What is needed → Examine the entries and show every line in which the word "İnce" is found.

Saved data entries →
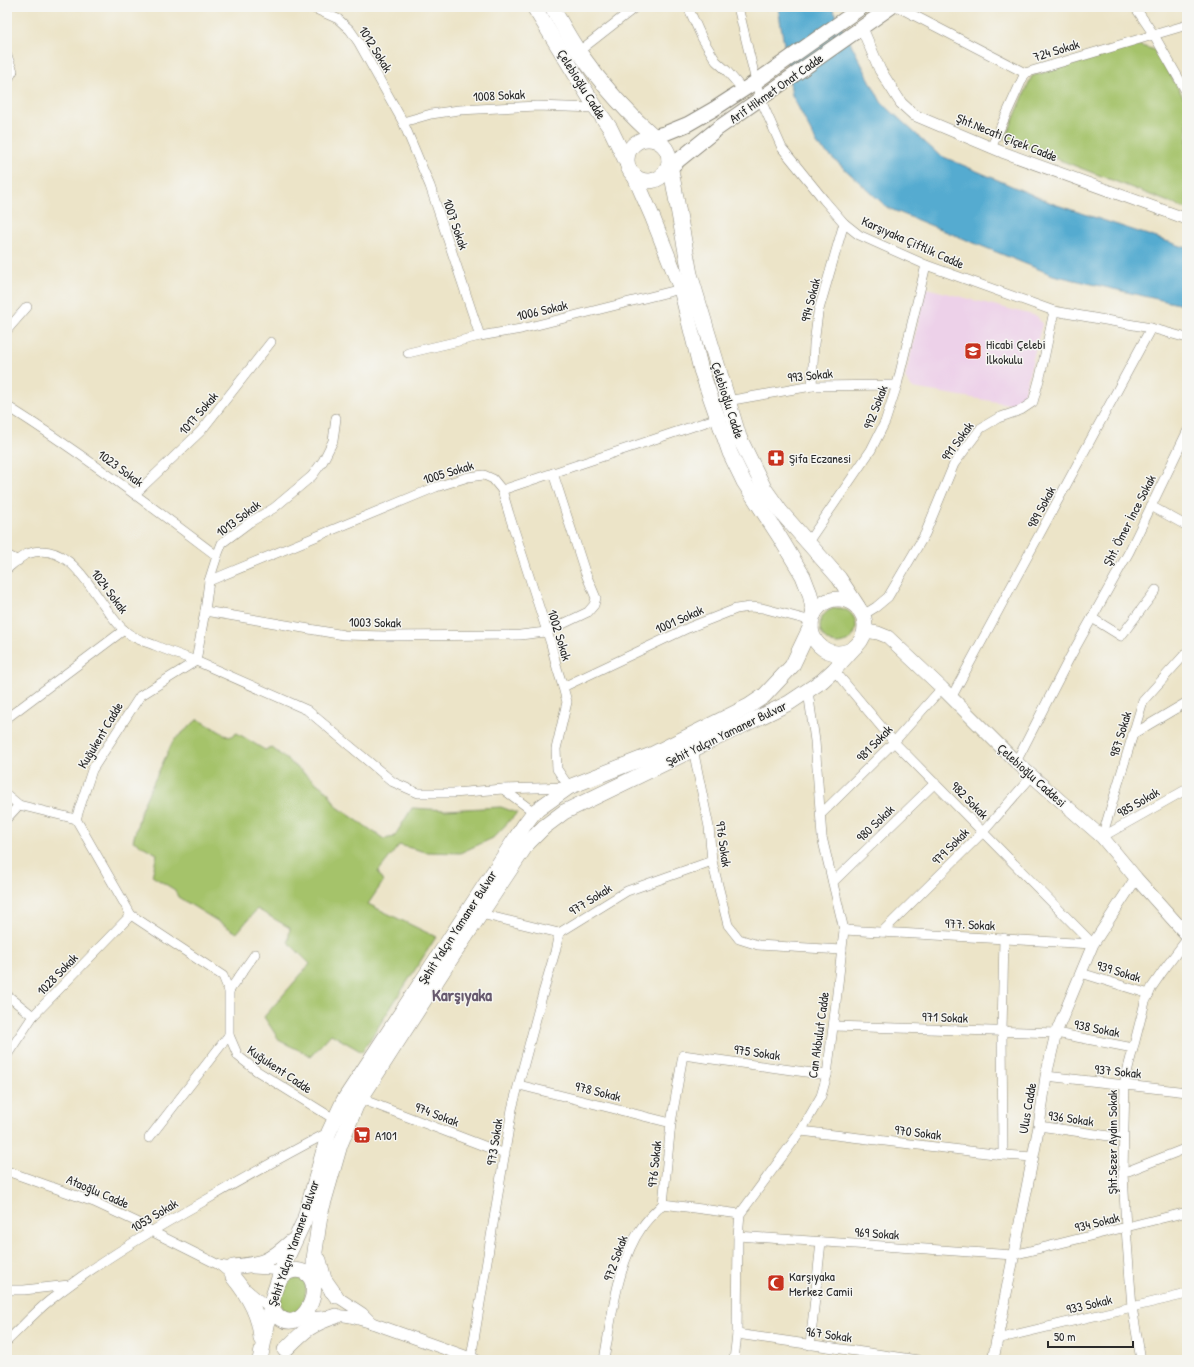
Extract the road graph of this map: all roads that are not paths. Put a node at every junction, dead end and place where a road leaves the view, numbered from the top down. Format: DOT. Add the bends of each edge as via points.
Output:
graph roads {
  1 [pos="311,7"];
  2 [pos="534,7"];
  3 [pos="552,7"];
  4 [pos="631,7"];
  5 [pos="688,7"];
  6 [pos="738,7"];
  7 [pos="864,7"];
  8 [pos="891,7"];
  9 [pos="898,7"];
  10 [pos="1135,7"];
  11 [pos="1187,25"];
  12 [pos="857,32"];
  13 [pos="1154,35"];
  14 [pos="578,52"];
  15 [pos="7,56"];
  16 [pos="1025,73"];
  17 [pos="762,77"];
  18 [pos="7,81"];
  19 [pos="743,90"];
  20 [pos="1187,93"];
  21 [pos="760,98"];
  22 [pos="596,108"];
  23 [pos="403,122"];
  24 [pos="653,138"];
  25 [pos="991,148"];
  26 [pos="668,166"];
  27 [pos="630,169"];
  28 [pos="1187,219"];
  29 [pos="844,223"];
  30 [pos="926,265"];
  31 [pos="681,289"];
  32 [pos="27,307"];
  33 [pos="1054,311"];
  34 [pos="1151,328"];
  35 [pos="7,330"];
  36 [pos="480,336"];
  37 [pos="1187,338"];
  38 [pos="271,342"];
  39 [pos="408,353"];
  40 [pos="897,385"];
  41 [pos="812,386"];
  42 [pos="727,402"];
  43 [pos="7,406"];
  44 [pos="336,418"];
  45 [pos="718,418"];
  46 [pos="1187,432"];
  47 [pos="553,473"];
  48 [pos="502,490"];
  49 [pos="136,494"];
  50 [pos="1151,506"];
  51 [pos="1187,526"];
  52 [pos="808,542"];
  53 [pos="7,555"];
  54 [pos="217,556"];
  55 [pos="18,560"];
  56 [pos="7,569"];
  57 [pos="209,581"];
  58 [pos="1156,590"];
  59 [pos="205,611"];
  60 [pos="861,611"];
  61 [pos="1092,618"];
  62 [pos="812,620"];
  63 [pos="124,630"];
  64 [pos="866,631"];
  65 [pos="546,632"];
  66 [pos="852,650"];
  67 [pos="1187,652"];
  68 [pos="196,662"];
  69 [pos="834,670"];
  70 [pos="564,687"];
  71 [pos="942,688"];
  72 [pos="808,691"];
  73 [pos="952,698"];
  74 [pos="1187,702"];
  75 [pos="7,718"];
  76 [pos="1133,734"];
  77 [pos="894,742"];
  78 [pos="693,749"];
  79 [pos="1016,762"];
  80 [pos="1032,776"];
  81 [pos="935,783"];
  82 [pos="569,787"];
  83 [pos="503,789"];
  84 [pos="1187,789"];
  85 [pos="7,795"];
  86 [pos="19,805"];
  87 [pos="534,812"];
  88 [pos="821,814"];
  89 [pos="7,818"];
  90 [pos="76,819"];
  91 [pos="983,832"];
  92 [pos="1102,837"];
  93 [pos="712,861"];
  94 [pos="1136,878"];
  95 [pos="833,882"];
  96 [pos="481,914"];
  97 [pos="131,915"];
  98 [pos="844,930"];
  99 [pos="882,932"];
  100 [pos="559,933"];
  101 [pos="1187,935"];
  102 [pos="1004,938"];
  103 [pos="1187,939"];
  104 [pos="1093,944"];
  105 [pos="842,950"];
  106 [pos="255,954"];
  107 [pos="1081,973"];
  108 [pos="229,991"];
  109 [pos="1149,994"];
  110 [pos="7,995"];
  111 [pos="34,1016"];
  112 [pos="834,1026"];
  113 [pos="1002,1031"];
  114 [pos="1056,1033"];
  115 [pos="229,1035"];
  116 [pos="1133,1048"];
  117 [pos="7,1055"];
  118 [pos="683,1055"];
  119 [pos="828,1075"];
  120 [pos="1046,1076"];
  121 [pos="1125,1084"];
  122 [pos="519,1085"];
  123 [pos="1187,1092"];
  124 [pos="361,1099"];
  125 [pos="671,1123"];
  126 [pos="331,1125"];
  127 [pos="1039,1126"];
  128 [pos="801,1131"];
  129 [pos="149,1138"];
  130 [pos="1123,1138"];
  131 [pos="1187,1148"];
  132 [pos="505,1154"];
  133 [pos="1003,1155"];
  134 [pos="1033,1157"];
  135 [pos="7,1171"];
  136 [pos="1123,1173"];
  137 [pos="663,1204"];
  138 [pos="1187,1212"];
  139 [pos="740,1214"];
  140 [pos="1126,1228"];
  141 [pos="151,1231"];
  142 [pos="738,1236"];
  143 [pos="296,1237"];
  144 [pos="317,1238"];
  145 [pos="821,1242"];
  146 [pos="1013,1255"];
  147 [pos="229,1270"];
  148 [pos="312,1281"];
  149 [pos="69,1285"];
  150 [pos="7,1290"];
  151 [pos="278,1290"];
  152 [pos="1187,1294"];
  153 [pos="336,1296"];
  154 [pos="1132,1307"];
  155 [pos="336,1316"];
  156 [pos="299,1319"];
  157 [pos="372,1323"];
  158 [pos="737,1334"];
  159 [pos="997,1339"];
  160 [pos="7,1341"];
  161 [pos="810,1345"];
  162 [pos="283,1355"];
  163 [pos="261,1357"];
  164 [pos="474,1359"];
  165 [pos="604,1360"];
  166 [pos="734,1360"];
  167 [pos="918,1360"];
  168 [pos="993,1360"];
  169 [pos="1141,1360"];
  1 -- 23 [label="street, 1012 Sokak" via="338,19 350,30"];
  2 -- 22 [label="highway, Çelebioğlu Cadde"];
  3 -- 14 [label="highway, Çelebioğlu Cadde"];
  4 -- 14 [label="street" via="632,9"];
  5 -- 19 [label="street" via="716,61"];
  6 -- 17 [label="street, Karşıyaka Çiftlik Cadde"];
  7 -- 12 [label="street"];
  7 -- 17 [label="main road, Arif Hikmet Onat Cadde"];
  8 -- 12 [label="main road, Arif Hikmet Onat Cadde"];
  9 -- 16 [label="street, 724 Sokak"];
  10 -- 13 [label="street"];
  11 -- 13 [label="street, 724 Sokak"];
  12 -- 21 [label="main road, Arif Hikmet Onat Cadde"];
  12 -- 25 [label="street, Şht.Necati Çiçek Cadde" via="901,103 914,115"];
  13 -- 16 [label="street, 724 Sokak"];
  13 -- 20 [label="street"];
  14 -- 24 [label="highway, Çelebioğlu Cadde" via="609,91"];
  15 -- 18 [label="street" via="13,71"];
  16 -- 25 [label="street"];
  17 -- 19 [label="main road, Arif Hikmet Onat Cadde"];
  17 -- 21 [label="street, Karşıyaka Çiftlik Cadde"];
  19 -- 24 [label="main road, Arif Hikmet Onat Cadde" via="688,124"];
  21 -- 26 [label="main road, Arif Hikmet Onat Cadde"];
  21 -- 29 [label="street, Karşıyaka Çiftlik Cadde" via="782,148"];
  22 -- 23 [label="street, 1008 Sokak" via="537,106 459,110"];
  22 -- 27 [label="highway, Çelebioğlu Cadde" via="610,128"];
  23 -- 36 [label="street, 1007 Sokak" via="430,186"];
  24 -- 26 [label="highway" via="665,146 668,152"];
  24 -- 27 [label="highway" via="639,140 630,149 627,155"];
  25 -- 28 [label="street, Şht.Necati Çiçek Cadde"];
  26 -- 27 [label="highway" via="660,177 647,181 640,179"];
  26 -- 42 [label="highway, Çelebioğlu Cadde" via="690,274"];
  27 -- 31 [label="highway, Çelebioğlu Cadde"];
  29 -- 30 [label="street, Karşıyaka Çiftlik Cadde" via="858,235"];
  29 -- 41 [label="street, 994 Sokak" via="818,313"];
  30 -- 33 [label="street, Karşıyaka Çiftlik Cadde"];
  30 -- 40 [label="street, 992 Sokak"];
  31 -- 36 [label="street, 1006 Sokak" via="521,329"];
  31 -- 45 [label="highway, Çelebioğlu Cadde" via="701,370"];
  32 -- 35 [label="street"];
  33 -- 34 [label="street, Karşıyaka Çiftlik Cadde"];
  33 -- 60 [label="street, 991 Sokak" via="1033,402 981,428 954,464 925,534 888,597 876,607"];
  34 -- 37 [label="street, Karşıyaka Çiftlik Cadde"];
  34 -- 73 [label="street, 989 Sokak"];
  36 -- 39 [label="street, 1006 Sokak"];
  38 -- 49 [label="street, 1017 Sokak" via="201,431"];
  40 -- 41 [label="street, 993 Sokak"];
  40 -- 52 [label="street, 992 Sokak" via="885,422 871,450"];
  41 -- 42 [label="street, 993 Sokak"];
  42 -- 52 [label="highway, Çelebioğlu Cadde" via="738,437 764,488"];
  43 -- 49 [label="street, 1023 Sokak"];
  44 -- 54 [label="street, 1013 Sokak" via="333,441 312,476 274,508 250,522 222,544"];
  45 -- 47 [label="street"];
  45 -- 62 [label="highway, Çelebioğlu Cadde" via="744,482 804,576 810,594"];
  46 -- 50 [label="street, Şht. Ömer İnce Sokak"];
  47 -- 48 [label="street"];
  47 -- 65 [label="street, 1003 Sokak" via="596,598 588,612"];
  48 -- 57 [label="street, 1005 Sokak" via="493,479 484,475 468,477 436,487"];
  48 -- 65 [label="street, 1002 Sokak"];
  49 -- 54 [label="street, 1023 Sokak"];
  50 -- 51 [label="street"];
  50 -- 61 [label="street, Şht. Ömer İnce Sokak"];
  52 -- 60 [label="highway, Çelebioğlu Cadde" via="839,578"];
  53 -- 55 [label="street"];
  54 -- 57 [label="street, 1013 Sokak"];
  55 -- 56 [label="street, 1024 Sokak"];
  55 -- 63 [label="street, 1024 Sokak" via="42,550 58,554 73,565"];
  57 -- 59 [label="street, 1013 Sokak"];
  58 -- 61 [label="street" via="1121,636"];
  59 -- 65 [label="street, 1003 Sokak" via="344,635 520,635"];
  59 -- 68 [label="street, 1013 Sokak"];
  60 -- 62 [label="highway" via="846,601 834,600 819,607"];
  60 -- 64 [label="highway"];
  61 -- 79 [label="street, Şht. Ömer İnce Sokak"];
  62 -- 66 [label="highway" via="815,640 820,647 836,654"];
  62 -- 70 [label="street, 1001 Sokak" via="762,608 736,608"];
  62 -- 82 [label="highway, Şehit Yalçın Yamaner Bulvar" via="792,666 764,696 651,755"];
  63 -- 68 [label="street, 1024 Sokak" via="133,637"];
  63 -- 75 [label="street"];
  64 -- 66 [label="highway" via="859,645"];
  64 -- 71 [label="main road, Çelebioğlu Caddesi" via="888,637"];
  65 -- 70 [label="street, 1002 Sokak"];
  66 -- 69 [label="highway, Şehit Yalçın Yamaner Bulvar"];
  67 -- 76 [label="street, 987 Sokak" via="1144,701"];
  68 -- 83 [label="street" via="307,710 394,782 418,793"];
  68 -- 90 [label="street, Kuğukent Cadde" via="140,696 92,770"];
  69 -- 72 [label="highway, Şehit Yalçın Yamaner Bulvar"];
  69 -- 77 [label="street, 982 Sokak"];
  70 -- 82 [label="street, 1002 Sokak" via="567,702 556,756 557,769"];
  71 -- 73 [label="main road, Çelebioğlu Caddesi"];
  71 -- 77 [label="street, 981 Sokak"];
  72 -- 78 [label="highway, Şehit Yalçın Yamaner Bulvar" via="789,703"];
  72 -- 88 [label="street, Can Akbulut Cadde"];
  73 -- 79 [label="main road, Çelebioğlu Caddesi"];
  74 -- 76 [label="street"];
  76 -- 92 [label="street, 987 Sokak"];
  77 -- 81 [label="street, 982 Sokak"];
  77 -- 88 [label="street, 981 Sokak"];
  78 -- 93 [label="street, 976 Sokak" via="709,828"];
  78 -- 96 [label="highway, Şehit Yalçın Yamaner Bulvar" via="564,812 549,823 527,844"];
  79 -- 80 [label="main road, Çelebioğlu Caddesi"];
  80 -- 91 [label="street, 979 Sokak"];
  80 -- 92 [label="main road, Çelebioğlu Caddesi"];
  81 -- 91 [label="street, 982 Sokak"];
  81 -- 95 [label="street, 980 Sokak"];
  82 -- 83 [label="street"];
  82 -- 87 [label="highway, Şehit Yalçın Yamaner Bulvar"];
  83 -- 87 [label="street"];
  84 -- 92 [label="street, 985 Sokak"];
  85 -- 86 [label="street"];
  86 -- 89 [label="street"];
  86 -- 90 [label="street"];
  87 -- 126 [label="highway, Şehit Yalçın Yamaner Bulvar" via="344,1100"];
  88 -- 95 [label="street, Can Akbulut Cadde" via="822,837"];
  90 -- 97 [label="street, Kuğukent Cadde"];
  91 -- 99 [label="street, 979 Sokak"];
  91 -- 104 [label="street, 982 Sokak"];
  92 -- 94 [label="main road, Çelebioğlu Caddesi"];
  93 -- 100 [label="street, 977 Sokak" via="627,891"];
  93 -- 105 [label="street, 976 Sokak" via="728,925 739,939 758,945"];
  94 -- 101 [label="main road, Çelebioğlu Caddesi"];
  94 -- 104 [label="street, Ulus Cadde"];
  95 -- 98 [label="street, Can Akbulut Cadde"];
  96 -- 100 [label="street"];
  96 -- 124 [label="highway, Şehit Yalçın Yamaner Bulvar"];
  97 -- 108 [label="street, Kuğukent Cadde" via="223,976"];
  97 -- 111 [label="street, 1028 Sokak"];
  98 -- 99 [label="street, 977. Sokak"];
  98 -- 105 [label="street, Can Akbulut Cadde"];
  99 -- 102 [label="street, 977. Sokak"];
  100 -- 122 [label="street, 973 Sokak"];
  102 -- 104 [label="street, 977. Sokak"];
  102 -- 113 [label="street"];
  103 -- 109 [label="street, Şht.Sezer Aydın Sokak"];
  104 -- 107 [label="street, Ulus Cadde"];
  105 -- 112 [label="street, Can Akbulut Cadde"];
  106 -- 108 [label="street"];
  107 -- 109 [label="street, 939 Sokak"];
  107 -- 114 [label="street, Ulus Cadde"];
  108 -- 115 [label="street, Kuğukent Cadde"];
  109 -- 116 [label="street, Şht.Sezer Aydın Sokak"];
  110 -- 111 [label="street"];
  111 -- 117 [label="street, 1028 Sokak"];
  112 -- 113 [label="street, 971 Sokak"];
  112 -- 119 [label="street, Can Akbulut Cadde"];
  113 -- 114 [label="street, 971 Sokak"];
  113 -- 133 [label="street"];
  114 -- 116 [label="street, 938 Sokak"];
  114 -- 120 [label="street, Ulus Cadde"];
  115 -- 126 [label="street, Kuğukent Cadde" via="238,1056"];
  115 -- 129 [label="street"];
  116 -- 121 [label="street, Şht.Sezer Aydın Sokak"];
  118 -- 119 [label="street, 975 Sokak"];
  118 -- 125 [label="street, 976 Sokak"];
  119 -- 128 [label="street, Can Akbulut Cadde" via="821,1096"];
  120 -- 121 [label="street, 937 Sokak"];
  120 -- 127 [label="street, Ulus Cadde"];
  121 -- 123 [label="street, 937 Sokak"];
  121 -- 130 [label="street, Şht.Sezer Aydın Sokak"];
  122 -- 125 [label="street, 978 Sokak"];
  122 -- 132 [label="street, 973 Sokak" via="512,1109"];
  124 -- 132 [label="street, 974 Sokak"];
  124 -- 144 [label="highway, Şehit Yalçın Yamaner Bulvar" via="340,1144 320,1215"];
  125 -- 137 [label="street, 976 Sokak"];
  126 -- 141 [label="street, 1053 Sokak"];
  126 -- 143 [label="highway, Şehit Yalçın Yamaner Bulvar" via="304,1221"];
  127 -- 130 [label="street, 936 Sokak"];
  127 -- 134 [label="street, Ulus Cadde"];
  128 -- 133 [label="street, 970 Sokak"];
  128 -- 139 [label="street, Can Akbulut Cadde"];
  130 -- 136 [label="street, Şht.Sezer Aydın Sokak"];
  131 -- 136 [label="street"];
  132 -- 164 [label="street, 973 Sokak"];
  133 -- 134 [label="street, 970 Sokak"];
  134 -- 146 [label="street, Ulus Cadde"];
  135 -- 141 [label="street, Ataoğlu Cadde" via="94,1202"];
  136 -- 140 [label="street, Şht.Sezer Aydın Sokak"];
  137 -- 139 [label="street"];
  137 -- 165 [label="street, 972 Sokak" via="642,1227 629,1251 616,1292"];
  138 -- 140 [label="street, 934 Sokak"];
  139 -- 142 [label="street"];
  140 -- 146 [label="street, 934 Sokak"];
  140 -- 154 [label="street, Şht.Sezer Aydın Sokak"];
  141 -- 147 [label="street, Ataoğlu Cadde"];
  141 -- 149 [label="street, 1053 Sokak"];
  142 -- 145 [label="street, 969 Sokak"];
  142 -- 158 [label="street"];
  143 -- 147 [label="highway" via="266,1261"];
  143 -- 151 [label="highway, Şehit Yalçın Yamaner Bulvar"];
  144 -- 148 [label="highway, Şehit Yalçın Yamaner Bulvar"];
  144 -- 153 [label="highway" via="320,1269"];
  145 -- 146 [label="street, 969 Sokak"];
  145 -- 161 [label="street"];
  146 -- 159 [label="street, Ulus Cadde"];
  147 -- 151 [label="street, Ataoğlu Cadde"];
  147 -- 151 [label="street, Ataoğlu Cadde"];
  147 -- 163 [label="highway" via="252,1303 258,1318"];
  148 -- 151 [label="highway" via="304,1272 298,1271"];
  148 -- 153 [label="street"];
  148 -- 156 [label="highway" via="312,1299 307,1311"];
  149 -- 150 [label="street"];
  149 -- 160 [label="street, 1053 Sokak" via="47,1302"];
  151 -- 156 [label="highway" via="281,1318"];
  151 -- 163 [label="highway, Şehit Yalçın Yamaner Bulvar"];
  152 -- 154 [label="street, 933 Sokak"];
  153 -- 157 [label="street"];
  154 -- 159 [label="street, 933 Sokak"];
  154 -- 169 [label="street, Şht.Sezer Aydın Sokak"];
  155 -- 156 [label="street"];
  155 -- 157 [label="street"];
  155 -- 162 [label="highway" via="311,1326"];
  156 -- 162 [label="highway"];
  157 -- 164 [label="street"];
  158 -- 161 [label="street, 967 Sokak"];
  158 -- 166 [label="street"];
  159 -- 168 [label="street, Ulus Cadde"];
  161 -- 167 [label="street, 967 Sokak"];
}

Exercise output →
  46 -- 50 [label="street, Şht. Ömer İnce Sokak"];
  50 -- 61 [label="street, Şht. Ömer İnce Sokak"];
  61 -- 79 [label="street, Şht. Ömer İnce Sokak"];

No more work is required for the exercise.